• [What to work on]:
Show each line from the records below in which the word "Burgstraße" occurs.

::: Data for review :::

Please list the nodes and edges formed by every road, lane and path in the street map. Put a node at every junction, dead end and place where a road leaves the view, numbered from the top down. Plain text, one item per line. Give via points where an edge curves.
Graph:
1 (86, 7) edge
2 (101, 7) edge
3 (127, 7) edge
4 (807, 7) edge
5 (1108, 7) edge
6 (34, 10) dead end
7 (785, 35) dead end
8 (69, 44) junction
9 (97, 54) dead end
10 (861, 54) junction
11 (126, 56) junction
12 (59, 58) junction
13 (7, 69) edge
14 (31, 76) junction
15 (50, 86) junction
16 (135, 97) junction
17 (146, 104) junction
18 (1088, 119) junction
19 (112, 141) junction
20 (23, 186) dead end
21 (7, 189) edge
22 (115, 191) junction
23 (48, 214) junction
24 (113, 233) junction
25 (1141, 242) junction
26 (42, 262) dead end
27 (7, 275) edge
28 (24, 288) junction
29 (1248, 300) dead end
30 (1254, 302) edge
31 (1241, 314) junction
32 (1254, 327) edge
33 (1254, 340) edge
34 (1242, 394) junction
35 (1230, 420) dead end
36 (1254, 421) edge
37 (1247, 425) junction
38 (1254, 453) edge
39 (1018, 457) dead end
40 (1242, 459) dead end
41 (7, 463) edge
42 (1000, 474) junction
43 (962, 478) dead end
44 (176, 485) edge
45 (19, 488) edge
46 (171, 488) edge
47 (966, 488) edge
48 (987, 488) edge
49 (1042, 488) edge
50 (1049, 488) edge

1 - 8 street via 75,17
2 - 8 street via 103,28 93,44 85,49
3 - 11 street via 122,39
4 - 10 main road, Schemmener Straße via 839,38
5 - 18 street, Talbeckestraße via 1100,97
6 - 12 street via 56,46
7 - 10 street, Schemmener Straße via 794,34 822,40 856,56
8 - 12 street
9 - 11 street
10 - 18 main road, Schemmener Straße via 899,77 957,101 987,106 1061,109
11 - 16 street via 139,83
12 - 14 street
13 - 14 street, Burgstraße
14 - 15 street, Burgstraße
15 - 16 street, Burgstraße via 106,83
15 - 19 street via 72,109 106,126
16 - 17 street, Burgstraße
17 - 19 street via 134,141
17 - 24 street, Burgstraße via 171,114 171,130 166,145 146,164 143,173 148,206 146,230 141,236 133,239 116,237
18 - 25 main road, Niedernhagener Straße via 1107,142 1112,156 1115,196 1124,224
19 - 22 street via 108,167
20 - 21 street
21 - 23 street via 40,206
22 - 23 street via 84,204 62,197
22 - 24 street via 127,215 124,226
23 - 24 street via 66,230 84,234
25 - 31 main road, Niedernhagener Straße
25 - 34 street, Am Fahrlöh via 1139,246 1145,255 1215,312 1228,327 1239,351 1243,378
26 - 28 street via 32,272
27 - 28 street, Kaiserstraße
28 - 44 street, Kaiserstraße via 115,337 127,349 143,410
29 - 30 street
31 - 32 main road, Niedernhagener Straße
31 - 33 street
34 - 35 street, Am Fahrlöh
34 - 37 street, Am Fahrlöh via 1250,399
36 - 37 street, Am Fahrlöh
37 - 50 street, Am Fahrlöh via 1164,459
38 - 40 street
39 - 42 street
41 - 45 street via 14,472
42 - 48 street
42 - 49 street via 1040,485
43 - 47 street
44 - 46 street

:::

• [Response to the exercise]:
13 - 14 street, Burgstraße
14 - 15 street, Burgstraße
15 - 16 street, Burgstraße via 106,83
16 - 17 street, Burgstraße
17 - 24 street, Burgstraße via 171,114 171,130 166,145 146,164 143,173 148,206 146,230 141,236 133,239 116,237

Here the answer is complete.